Cuando estaba a punto de cumplir setenta años, ocurrió aquello que fue como fin de mundo en todo el litoral guaireño: un mes lloviendo sin parar; días y días con el aire lleno de agua, cortinas de lluvia, ni un sólo pájaro pudo volar más, las mariposas se metieron quién sabe debajo de qué conchas. Era el aguacero más mojado que había visto en su vida.
Miraba los goterones y los chorros de agua que se formaban por todas partes y lo único que se repetía como una letanía en su mente era que estaba solo y cumplir tantos años sin compañía no ameritaba festejos por ningún lado.
Desde su casa veía el mar, que erizaba el lomo enfurecido bajo la paliza que le estaban dando el viento y la tormenta; adivinó más que vio, la espuma llegando a las aceras, subiéndose a la calle. Las paredes filtraban ya la humedad hacia los cuartos.
Escuchó el gato rasguñando algo y de repente estalló aquel rugido espantoso, como truenos que venían desde el fondo de la tierra.

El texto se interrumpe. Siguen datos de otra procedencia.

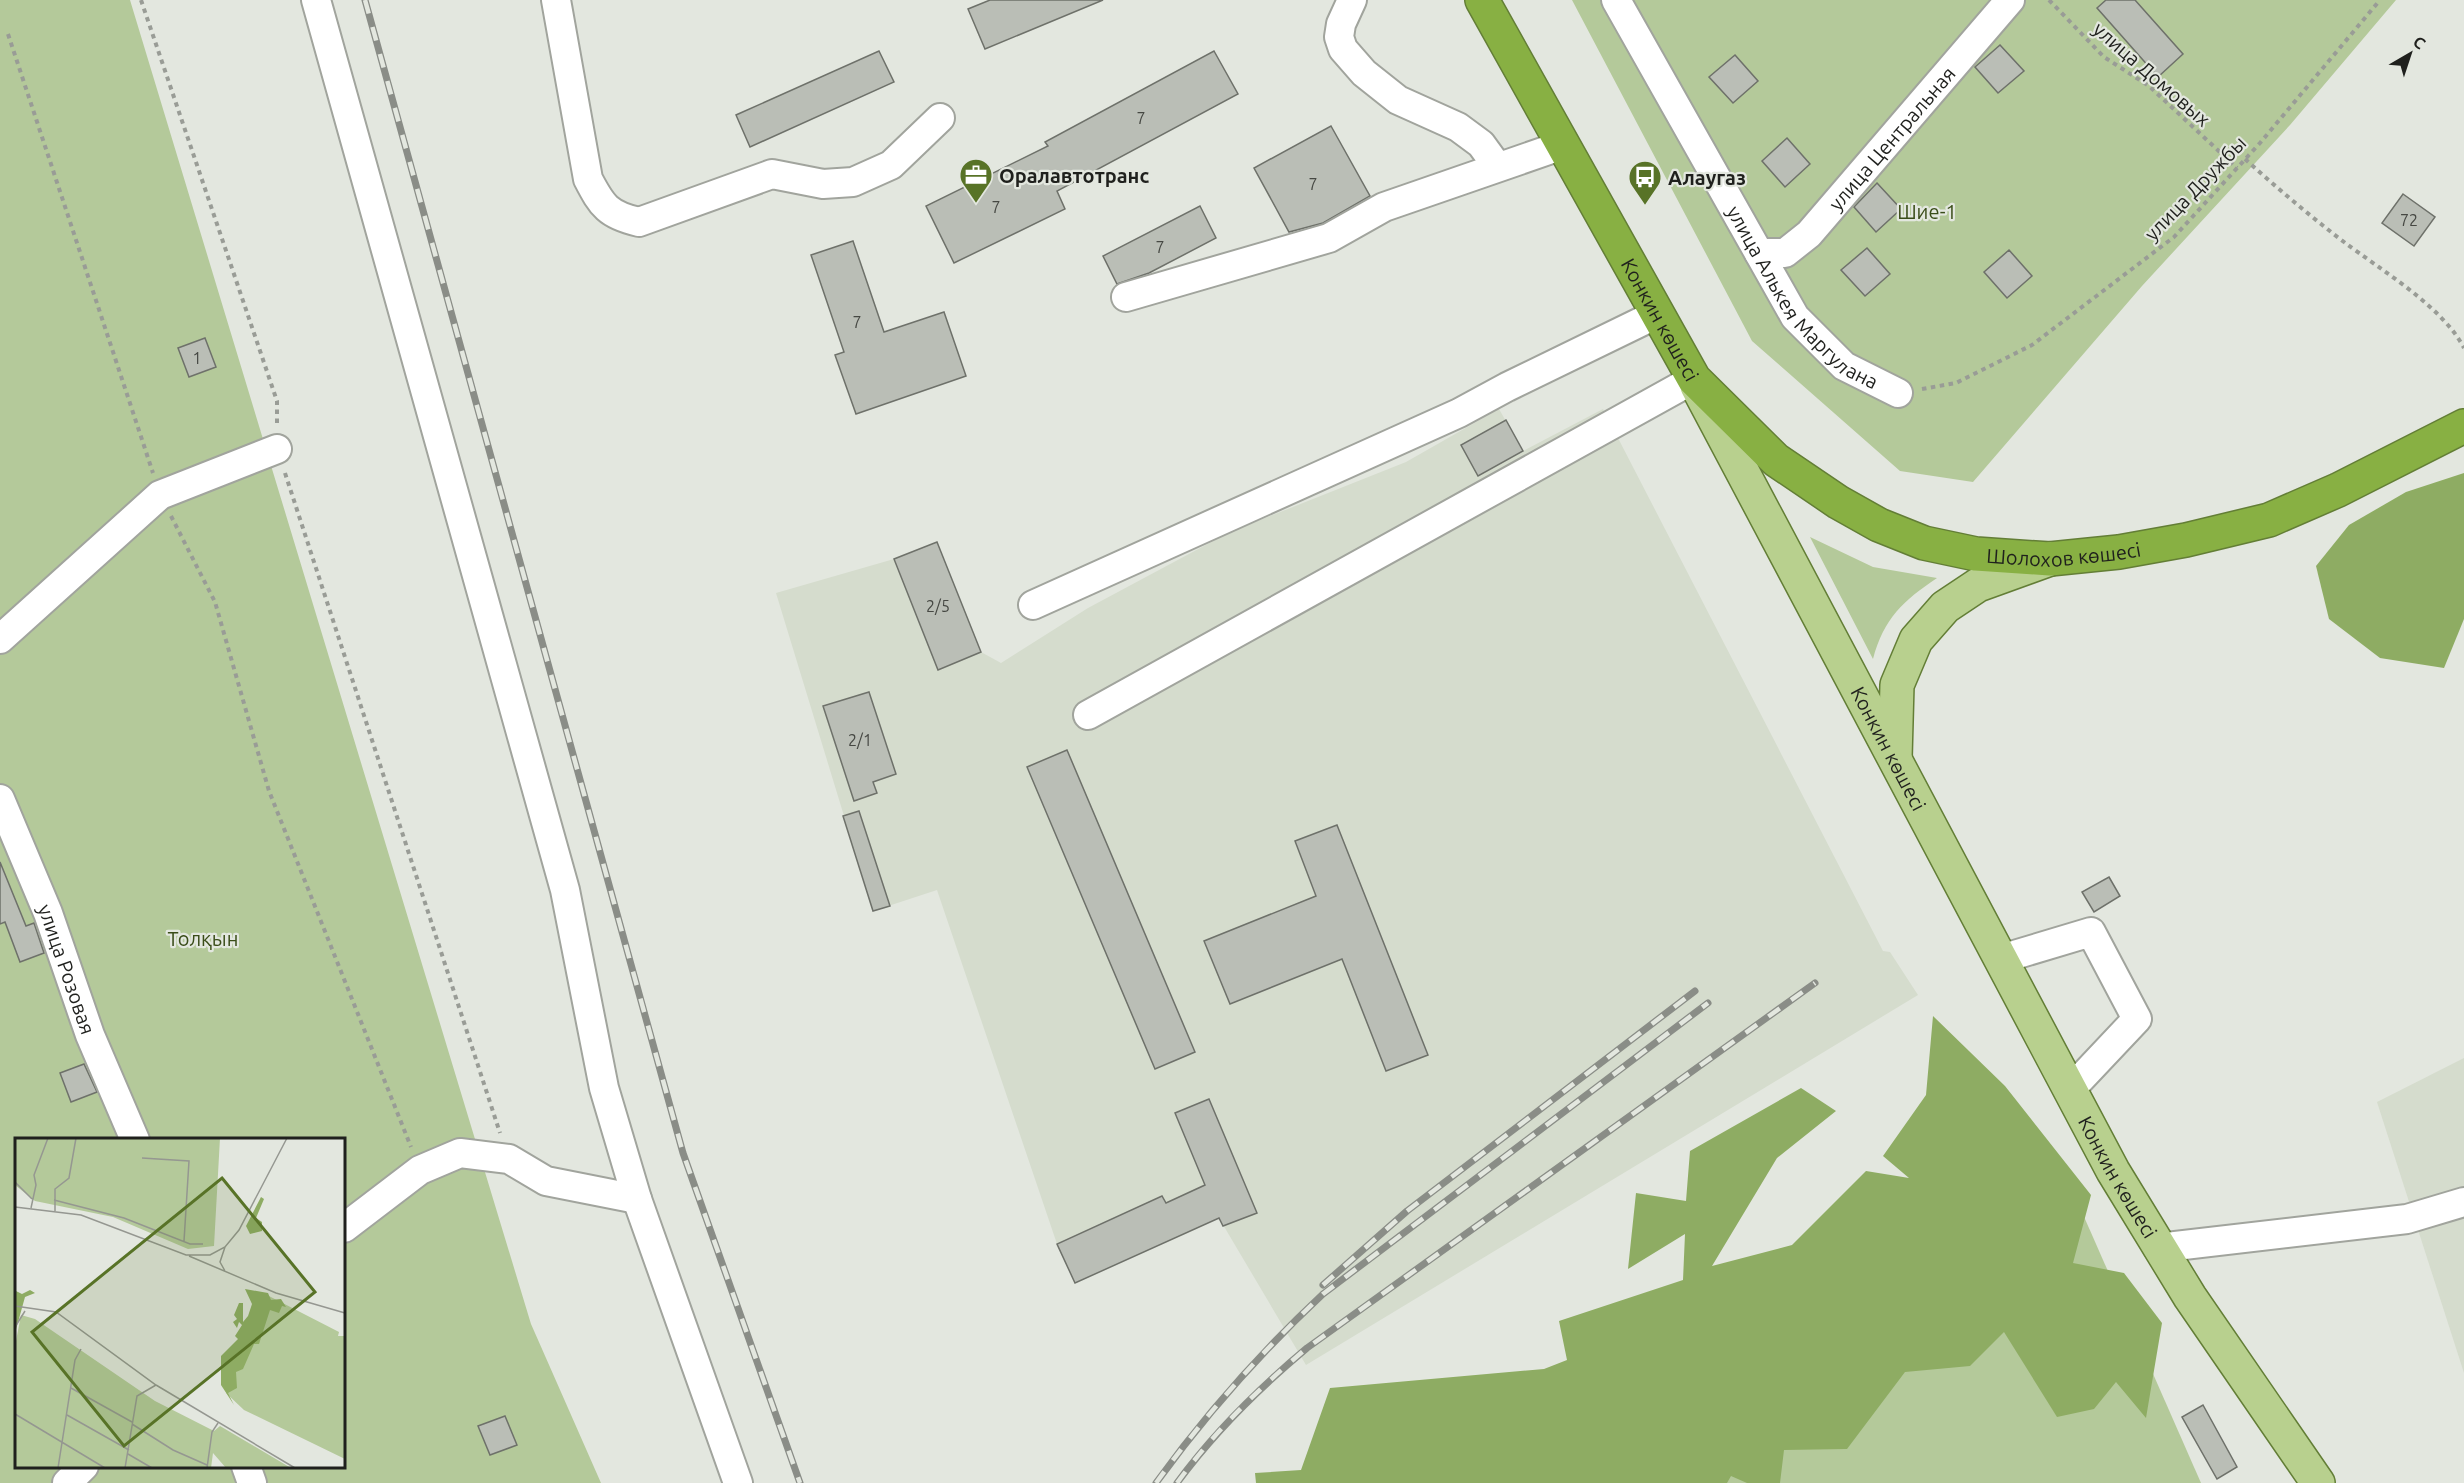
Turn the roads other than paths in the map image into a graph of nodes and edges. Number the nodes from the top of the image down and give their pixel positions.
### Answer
1 (316, 0) edge
2 (556, 0) edge
3 (1352, 0) edge
4 (1482, 0) edge
5 (1616, 0) edge
6 (2010, 0) edge
7 (940, 118) dead end
8 (1563, 146) junction
9 (1497, 166) junction
10 (1759, 252) junction
11 (1125, 297) dead end
12 (1657, 314) junction
13 (1694, 379) junction
14 (1898, 393) road end
15 (2464, 426) edge
16 (277, 449) road end
17 (2050, 559) junction
18 (1033, 605) dead end
19 (0, 639) edge
20 (1088, 715) dead end
21 (1895, 760) junction
22 (0, 799) edge
23 (2001, 959) junction
24 (2070, 1090) junction
25 (134, 1138) edge
26 (637, 1199) junction
27 (2464, 1202) edge
28 (345, 1227) edge
29 (2158, 1248) junction
30 (83, 1468) edge
31 (246, 1468) edge
32 (67, 1483) edge
33 (252, 1483) edge
34 (738, 1483) edge
35 (2318, 1483) edge

1 - 26 street
2 - 7 street
3 - 9 street
4 - 8 highway, Конкин көшесі
5 - 10 street, улица Алькея Маргулана
6 - 10 street, улица Центральная
8 - 9 street
8 - 12 highway, Конкин көшесі
9 - 11 street
10 - 14 street, улица Алькея Маргулана
12 - 13 highway, Конкин көшесі
12 - 18 street
13 - 17 highway, Шолохов көшесі
13 - 20 street
13 - 21 main road, Конкин көшесі
15 - 17 highway, Шолохов көшесі
16 - 19 street
17 - 21 main road
21 - 23 main road, Конкин көшесі
22 - 25 street, улица Розовая
23 - 24 main road, Конкин көшесі
23 - 24 street
24 - 29 main road, Конкин көшесі
26 - 28 street
26 - 34 street
27 - 29 street
29 - 35 main road, Конкин көшесі
30 - 32 street
31 - 33 street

Fue cuando comenzaron a verse unas olas gigantescas brotando de la montaña y arrastrando avalanchas de piedras y de barro. Después de eso únicamente recuerda unos brazos de goma roja, unos cascos de bomberos, una gente llevándoselo de allí, empatucado de barro y con los ojos clavados en el cielo, que no se veía, porque sencillamente no estaba en su sitio.
Después de eso lo ubicaron en un lugar lejos del mar y de las playas. En pleno llano. Aquel paisaje lo abrumaba; quería caminar y salir de tanta inmensidad sin cerros.

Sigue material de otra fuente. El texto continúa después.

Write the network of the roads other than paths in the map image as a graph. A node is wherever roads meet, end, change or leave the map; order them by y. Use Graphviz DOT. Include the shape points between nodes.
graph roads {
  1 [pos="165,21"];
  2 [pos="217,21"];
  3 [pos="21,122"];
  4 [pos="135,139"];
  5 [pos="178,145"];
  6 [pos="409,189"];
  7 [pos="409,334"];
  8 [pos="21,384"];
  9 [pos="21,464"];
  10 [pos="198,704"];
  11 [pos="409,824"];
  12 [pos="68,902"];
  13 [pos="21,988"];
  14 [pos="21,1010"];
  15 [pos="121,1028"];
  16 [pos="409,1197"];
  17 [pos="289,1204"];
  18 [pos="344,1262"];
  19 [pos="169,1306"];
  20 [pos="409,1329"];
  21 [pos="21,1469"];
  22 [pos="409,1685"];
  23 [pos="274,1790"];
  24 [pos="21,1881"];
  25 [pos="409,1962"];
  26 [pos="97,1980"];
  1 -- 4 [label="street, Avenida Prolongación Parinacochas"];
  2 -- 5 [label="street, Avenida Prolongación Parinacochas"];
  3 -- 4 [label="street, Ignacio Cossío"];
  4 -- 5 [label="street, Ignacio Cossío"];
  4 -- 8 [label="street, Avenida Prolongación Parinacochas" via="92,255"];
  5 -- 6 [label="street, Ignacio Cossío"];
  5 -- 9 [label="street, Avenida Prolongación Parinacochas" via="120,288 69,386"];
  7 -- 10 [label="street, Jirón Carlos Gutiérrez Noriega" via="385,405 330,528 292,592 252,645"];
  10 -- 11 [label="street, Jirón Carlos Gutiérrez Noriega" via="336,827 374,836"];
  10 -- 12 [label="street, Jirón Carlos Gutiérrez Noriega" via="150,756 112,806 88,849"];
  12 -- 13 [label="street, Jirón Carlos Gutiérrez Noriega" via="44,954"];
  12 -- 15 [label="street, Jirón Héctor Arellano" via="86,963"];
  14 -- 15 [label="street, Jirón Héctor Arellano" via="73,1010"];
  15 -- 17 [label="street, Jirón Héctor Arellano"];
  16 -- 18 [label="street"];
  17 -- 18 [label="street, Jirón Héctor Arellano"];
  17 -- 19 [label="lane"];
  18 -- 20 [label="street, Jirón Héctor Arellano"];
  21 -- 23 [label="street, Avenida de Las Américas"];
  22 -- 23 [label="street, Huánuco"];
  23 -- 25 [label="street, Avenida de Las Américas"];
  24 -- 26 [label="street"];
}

La familia pensará que está muerto. La familia nueva no: la verdadera. Porque todos los seres humanos tienen una familia propia. Mira el mastranto empolvado, pisa una bosta seca y se acerca a la sombra de un pequeño samán. Se sienta a descansar un rato y le echa una mirada al horizonte: va a tener que caminar un año para salir de tanta lejanía.

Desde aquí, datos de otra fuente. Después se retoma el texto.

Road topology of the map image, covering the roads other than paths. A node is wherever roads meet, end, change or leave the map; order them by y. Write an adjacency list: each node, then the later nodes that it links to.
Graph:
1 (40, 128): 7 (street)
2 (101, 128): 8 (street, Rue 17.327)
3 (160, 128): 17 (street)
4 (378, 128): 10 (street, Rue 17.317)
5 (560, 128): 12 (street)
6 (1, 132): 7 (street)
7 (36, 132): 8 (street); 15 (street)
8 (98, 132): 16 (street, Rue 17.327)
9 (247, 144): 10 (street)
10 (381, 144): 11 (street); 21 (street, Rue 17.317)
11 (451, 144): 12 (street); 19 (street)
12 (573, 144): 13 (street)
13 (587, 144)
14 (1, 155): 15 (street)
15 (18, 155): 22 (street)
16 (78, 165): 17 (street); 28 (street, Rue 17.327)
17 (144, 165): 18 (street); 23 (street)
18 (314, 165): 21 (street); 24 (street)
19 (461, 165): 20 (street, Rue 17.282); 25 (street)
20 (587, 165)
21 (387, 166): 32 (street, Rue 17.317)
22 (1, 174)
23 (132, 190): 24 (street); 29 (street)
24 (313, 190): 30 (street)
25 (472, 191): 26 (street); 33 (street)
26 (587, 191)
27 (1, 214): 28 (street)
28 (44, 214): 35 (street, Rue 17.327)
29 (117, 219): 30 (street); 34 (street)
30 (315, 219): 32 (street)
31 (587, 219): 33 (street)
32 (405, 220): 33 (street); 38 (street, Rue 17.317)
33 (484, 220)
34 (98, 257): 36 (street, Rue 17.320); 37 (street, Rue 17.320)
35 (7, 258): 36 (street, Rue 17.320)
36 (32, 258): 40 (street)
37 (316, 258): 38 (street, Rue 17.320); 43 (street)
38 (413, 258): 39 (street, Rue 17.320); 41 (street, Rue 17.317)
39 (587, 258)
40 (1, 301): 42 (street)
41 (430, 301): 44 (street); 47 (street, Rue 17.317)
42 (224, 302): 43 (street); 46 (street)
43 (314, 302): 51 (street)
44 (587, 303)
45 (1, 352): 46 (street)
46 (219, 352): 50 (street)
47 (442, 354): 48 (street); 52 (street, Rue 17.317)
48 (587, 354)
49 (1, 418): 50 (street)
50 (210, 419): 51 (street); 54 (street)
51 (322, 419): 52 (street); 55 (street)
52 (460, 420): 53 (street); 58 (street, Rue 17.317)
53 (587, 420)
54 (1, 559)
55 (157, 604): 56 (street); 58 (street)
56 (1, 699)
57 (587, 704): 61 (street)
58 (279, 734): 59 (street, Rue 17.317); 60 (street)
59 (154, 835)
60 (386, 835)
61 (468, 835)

Sólo piensa en el mar. Tiene que haber un mar al final del camino. Se va quedando dormido y sueña que se acerca a unas mesas que están debajo de unos cocoteros. El olor a pescado frito le hace sonreír. Agarra una silla, la rueda hacia acá y se sienta ante una mesa con gran alegría. El aire llanero comienza a oler a lluvia. Un trueno revienta y otro le sigue, en el mismo instante en que él se está acomodando para comerse una rueda de carite. Abre los ojos asustados y grita, en medio de la llanura, sin saber por qué: – ¡El gato! ¡el gato!